L'enfant avait crié toute la nuit, et la pauvre mère avait fait tout ce qu'elle avait pu pour le calmer. Elle lui chantait des chansons, le grondait, le caressait, le berçait, mais rien n'y faisait. Le bébé devait faire des dents, et ce fut une rude nuit pour toute la famille. Mais maintenant l'aube commençait à effleurer la cime des grands arbres, et l'enfant se calmait. Il y avait une immobilité très particulière à cette heure où le ciel s'éclaire graduellement.

Les branches mortes se découpaient nettement contre le ciel, grêles et nues ; un enfant appelait, un chien aboyait, un camion passait en pétaradant, et un nouveau jour venait de naître. La mère sortit en tenant l'enfant dans ses bras, soigneusement enveloppé, traversa le village et attendit au bord de la route le passage de l'autobus. Elle emmenait sans doute son enfant chez le docteur. Elle avait les traits tirés et la mine défaite après cette nuit blanche, mais le bébé dormait profondément.

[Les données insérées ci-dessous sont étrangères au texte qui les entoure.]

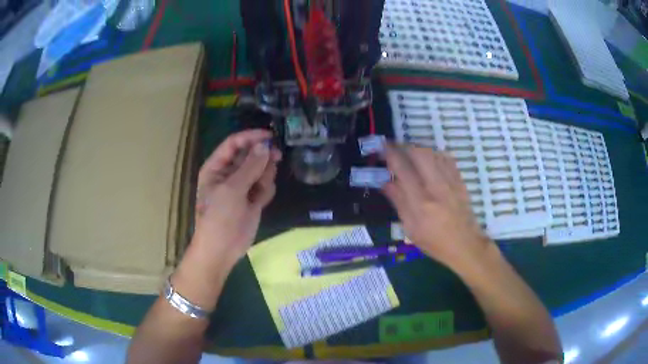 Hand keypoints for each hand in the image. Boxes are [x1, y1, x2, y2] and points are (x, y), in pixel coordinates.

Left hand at [193, 129, 281, 262]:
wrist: (222, 250)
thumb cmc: (219, 218)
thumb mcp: (232, 190)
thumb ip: (250, 166)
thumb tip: (265, 145)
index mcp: (217, 167)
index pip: (234, 143)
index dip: (251, 137)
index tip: (271, 136)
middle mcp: (229, 174)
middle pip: (250, 155)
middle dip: (262, 157)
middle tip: (277, 157)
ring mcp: (242, 187)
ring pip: (260, 170)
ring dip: (265, 176)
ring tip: (259, 190)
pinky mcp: (252, 200)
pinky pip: (264, 186)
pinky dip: (265, 190)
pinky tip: (260, 202)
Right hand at [381, 144, 490, 271]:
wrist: (466, 245)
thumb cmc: (435, 242)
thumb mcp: (411, 229)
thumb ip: (399, 203)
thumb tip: (385, 183)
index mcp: (421, 202)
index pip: (403, 169)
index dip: (391, 154)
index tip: (382, 148)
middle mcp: (436, 187)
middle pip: (419, 153)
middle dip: (404, 146)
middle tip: (395, 148)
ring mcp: (450, 182)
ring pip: (433, 153)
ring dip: (418, 149)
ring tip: (409, 154)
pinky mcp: (459, 180)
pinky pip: (446, 158)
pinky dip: (434, 154)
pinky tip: (429, 160) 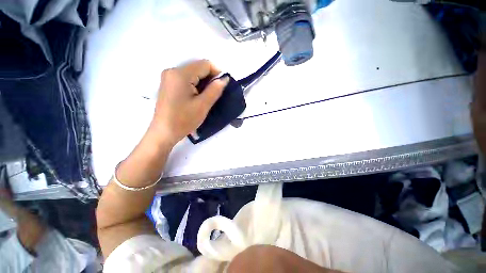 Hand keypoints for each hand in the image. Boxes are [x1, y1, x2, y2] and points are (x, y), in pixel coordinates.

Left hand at [150, 60, 228, 145]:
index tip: (222, 86)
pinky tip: (196, 97)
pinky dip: (195, 85)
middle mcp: (172, 70)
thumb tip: (225, 78)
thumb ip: (215, 89)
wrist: (164, 132)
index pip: (204, 64)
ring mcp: (168, 77)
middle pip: (197, 68)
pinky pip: (186, 79)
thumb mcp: (203, 105)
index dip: (217, 73)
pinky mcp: (168, 84)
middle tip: (213, 94)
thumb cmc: (184, 120)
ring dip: (203, 83)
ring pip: (193, 74)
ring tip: (205, 98)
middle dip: (209, 78)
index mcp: (180, 74) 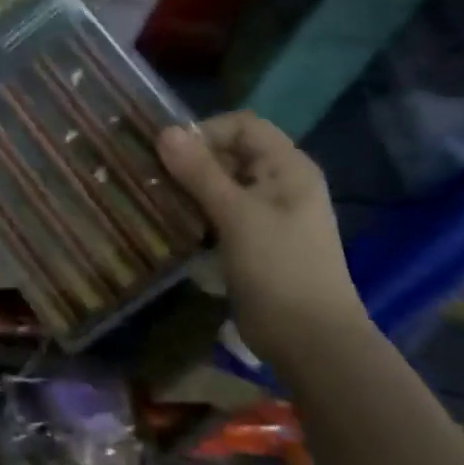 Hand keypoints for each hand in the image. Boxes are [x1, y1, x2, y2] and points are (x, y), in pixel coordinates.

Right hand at [157, 113, 367, 359]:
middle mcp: (280, 183)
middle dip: (191, 160)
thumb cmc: (278, 268)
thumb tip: (164, 131)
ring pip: (222, 184)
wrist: (309, 339)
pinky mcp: (254, 241)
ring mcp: (268, 214)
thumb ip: (200, 172)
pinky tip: (173, 225)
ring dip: (189, 188)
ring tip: (157, 200)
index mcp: (288, 167)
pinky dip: (197, 213)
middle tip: (154, 178)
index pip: (243, 125)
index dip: (206, 132)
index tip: (170, 155)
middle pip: (231, 153)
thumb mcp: (236, 215)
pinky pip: (221, 213)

Bientôt le soleil inonda les arbres et la rosée étincelait de mille feux dans l'herbe fraîche. Au loin un train passa en sifflant, et là-bas les montagnes étaient encore voilées de brouillard et de froid. Un oiseau prit son vol dans un grand froissement d'ailes ; il était en train de couver et nous l'avions dérangé. Il n'avait pas dû nous entendre venir car il n'avait pas eu le temps de recouvrir ses œufs de feuilles sèches. Il y en avait une douzaine. Bien qu'ils ne fussent pas recouverts, ils étaient à peine visibles, tant ils étaient bien cachés ; l'oiseau s était perché sur une branche à quelque distance de là, et surveillait son nid. Quelques jours plus tard nous vîmes la mère avec sa nichée, et le nid était vide.

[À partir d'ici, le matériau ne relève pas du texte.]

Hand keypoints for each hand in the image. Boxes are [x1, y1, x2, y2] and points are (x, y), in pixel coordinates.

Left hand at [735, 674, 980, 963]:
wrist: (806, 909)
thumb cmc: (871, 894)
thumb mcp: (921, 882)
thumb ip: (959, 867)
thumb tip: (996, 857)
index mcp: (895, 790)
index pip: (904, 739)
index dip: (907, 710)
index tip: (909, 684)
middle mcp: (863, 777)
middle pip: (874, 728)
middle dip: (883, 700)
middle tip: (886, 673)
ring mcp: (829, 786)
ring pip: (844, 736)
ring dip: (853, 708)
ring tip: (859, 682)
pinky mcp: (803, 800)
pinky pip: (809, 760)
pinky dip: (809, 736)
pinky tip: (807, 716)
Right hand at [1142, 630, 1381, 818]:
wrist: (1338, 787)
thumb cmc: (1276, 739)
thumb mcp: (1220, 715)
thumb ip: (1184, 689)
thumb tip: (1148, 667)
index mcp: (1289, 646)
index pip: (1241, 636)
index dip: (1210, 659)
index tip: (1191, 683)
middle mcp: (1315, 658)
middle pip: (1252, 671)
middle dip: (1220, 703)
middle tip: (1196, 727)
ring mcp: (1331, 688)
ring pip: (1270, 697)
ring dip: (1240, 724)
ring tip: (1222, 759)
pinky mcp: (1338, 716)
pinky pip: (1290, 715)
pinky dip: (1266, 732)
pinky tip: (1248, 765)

Il faisait frais dans le sentier qui traversait la forêt et se dirigeait vers le sommet de la colline, et l'osier était en fleur. Il avait beaucoup plu quelques jours auparavant, et la terre enfonçait sous les pas. Il y avait des champs de pommes de terre et très loin dans la vallée se tenait la ville. C'était une belle matinée, dans la lumière dorée. Au delà de la colline, le sentier menait de nouveau à la maison.


Elle était très intelligente. Elle avait lu tous les livres les plus récents, avait vu les dernières pièces et connaissait bien la dernière philosophie à la mode. Elle s'était fait psychanalyser et semblait avoir lu beaucoup d'ouvrages traitant de psychologie, car elle connaissait le jargon. Elle tenait à rencontrer tous les personnages importants, et elle avait rencontré par hasard quelqu'un qui l'avait amenée.

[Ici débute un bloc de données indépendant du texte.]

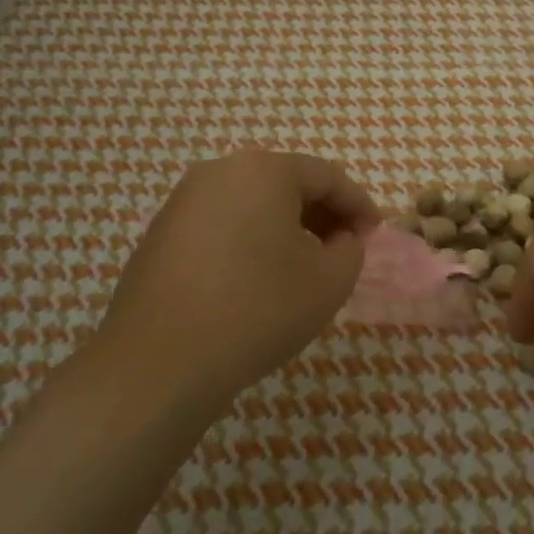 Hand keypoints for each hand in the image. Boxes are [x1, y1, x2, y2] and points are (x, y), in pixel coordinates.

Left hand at [97, 150, 378, 407]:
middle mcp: (220, 172)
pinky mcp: (161, 233)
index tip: (374, 236)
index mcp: (264, 170)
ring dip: (287, 228)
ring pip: (253, 203)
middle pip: (287, 183)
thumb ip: (350, 250)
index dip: (359, 205)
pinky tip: (257, 280)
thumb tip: (341, 240)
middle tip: (344, 250)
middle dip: (323, 214)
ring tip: (304, 268)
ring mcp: (183, 201)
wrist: (159, 363)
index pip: (327, 176)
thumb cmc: (257, 310)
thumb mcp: (329, 282)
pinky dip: (250, 241)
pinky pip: (222, 224) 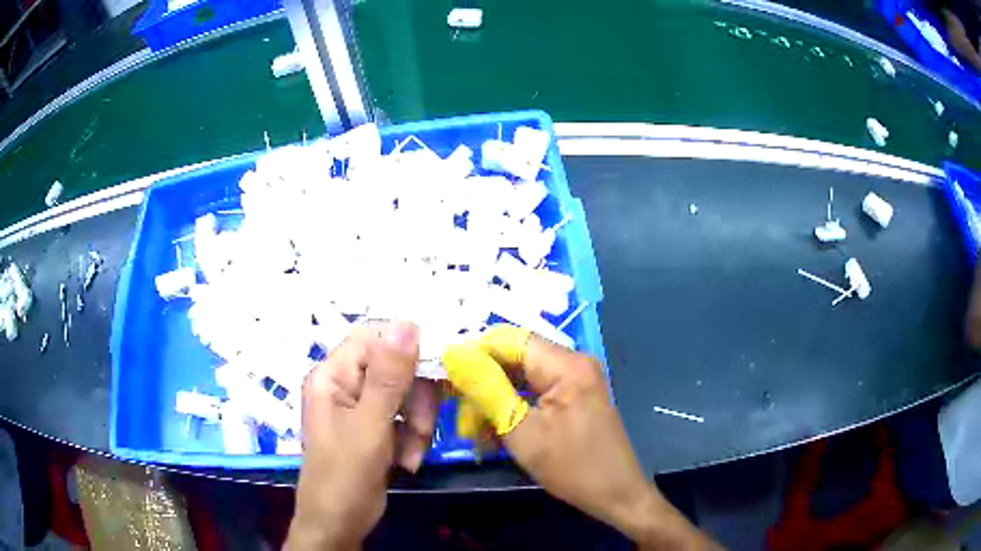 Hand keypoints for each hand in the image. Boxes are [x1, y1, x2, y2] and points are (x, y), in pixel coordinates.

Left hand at [285, 322, 435, 549]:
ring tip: (411, 455)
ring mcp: (361, 407)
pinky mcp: (375, 428)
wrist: (339, 524)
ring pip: (406, 395)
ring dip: (418, 424)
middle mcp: (345, 384)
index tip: (436, 368)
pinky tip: (406, 462)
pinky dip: (413, 438)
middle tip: (420, 429)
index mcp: (332, 375)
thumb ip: (388, 377)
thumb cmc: (345, 476)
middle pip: (395, 367)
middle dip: (415, 400)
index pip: (373, 338)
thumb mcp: (369, 426)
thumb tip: (407, 322)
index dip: (405, 348)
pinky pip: (405, 418)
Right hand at [444, 325, 718, 549]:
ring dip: (495, 400)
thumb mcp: (521, 432)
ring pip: (521, 378)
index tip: (445, 376)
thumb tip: (455, 355)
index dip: (474, 352)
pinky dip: (513, 409)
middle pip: (515, 358)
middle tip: (457, 412)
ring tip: (474, 430)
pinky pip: (535, 393)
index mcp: (566, 364)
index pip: (509, 339)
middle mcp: (573, 362)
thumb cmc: (572, 467)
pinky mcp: (574, 397)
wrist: (617, 495)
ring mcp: (575, 380)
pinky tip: (496, 432)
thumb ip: (486, 389)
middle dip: (483, 383) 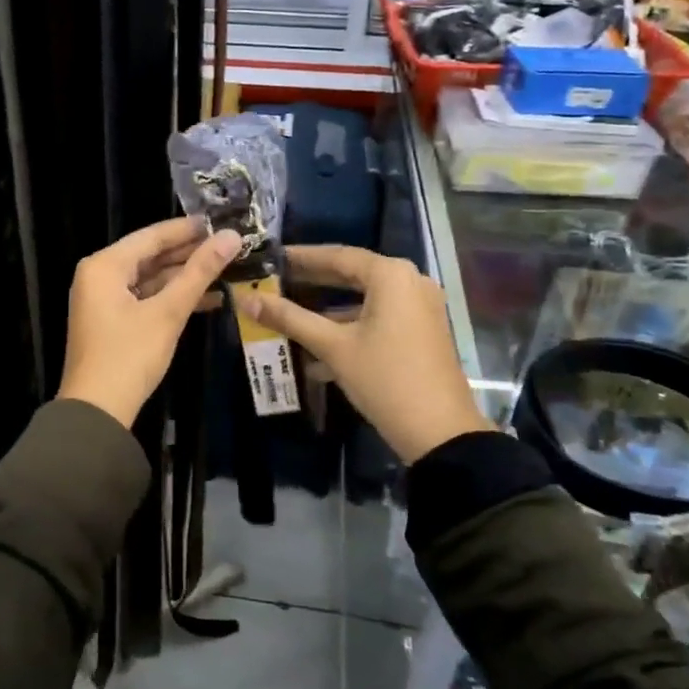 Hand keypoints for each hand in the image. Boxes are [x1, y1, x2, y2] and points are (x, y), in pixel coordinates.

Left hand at [58, 218, 242, 429]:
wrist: (97, 411)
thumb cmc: (129, 355)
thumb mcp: (168, 312)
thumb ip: (199, 273)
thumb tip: (232, 237)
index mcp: (104, 266)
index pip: (151, 236)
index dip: (187, 229)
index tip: (221, 221)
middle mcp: (99, 276)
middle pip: (150, 255)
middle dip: (189, 253)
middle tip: (228, 246)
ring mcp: (104, 300)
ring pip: (150, 278)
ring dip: (184, 278)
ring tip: (226, 270)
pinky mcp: (112, 321)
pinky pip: (145, 298)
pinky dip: (172, 298)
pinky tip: (208, 300)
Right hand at [237, 245, 490, 463]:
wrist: (441, 433)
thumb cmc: (385, 379)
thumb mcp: (333, 347)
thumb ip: (290, 319)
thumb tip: (247, 299)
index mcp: (391, 275)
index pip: (337, 255)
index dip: (301, 257)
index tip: (271, 258)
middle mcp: (410, 281)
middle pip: (352, 274)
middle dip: (312, 281)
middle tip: (275, 281)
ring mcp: (419, 307)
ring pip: (363, 299)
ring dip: (327, 308)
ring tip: (288, 313)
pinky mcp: (421, 331)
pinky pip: (378, 317)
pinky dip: (349, 325)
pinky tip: (316, 346)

Elle s'exprimait avec facilité et employait le mot juste. Elle s'était mariée, mais elle n'avait pas eu d'enfants ; et on sentait que tout cela était loin derrière elle, et qu'elle suivait maintenant une route toute différente. Elle devait être riche, car il y avait autour d'elle cette atmosphère particulière aux riches. Elle commença tout de suite par demander: « De quelle façon aidez-vous le monde dans la crise actuelle ? »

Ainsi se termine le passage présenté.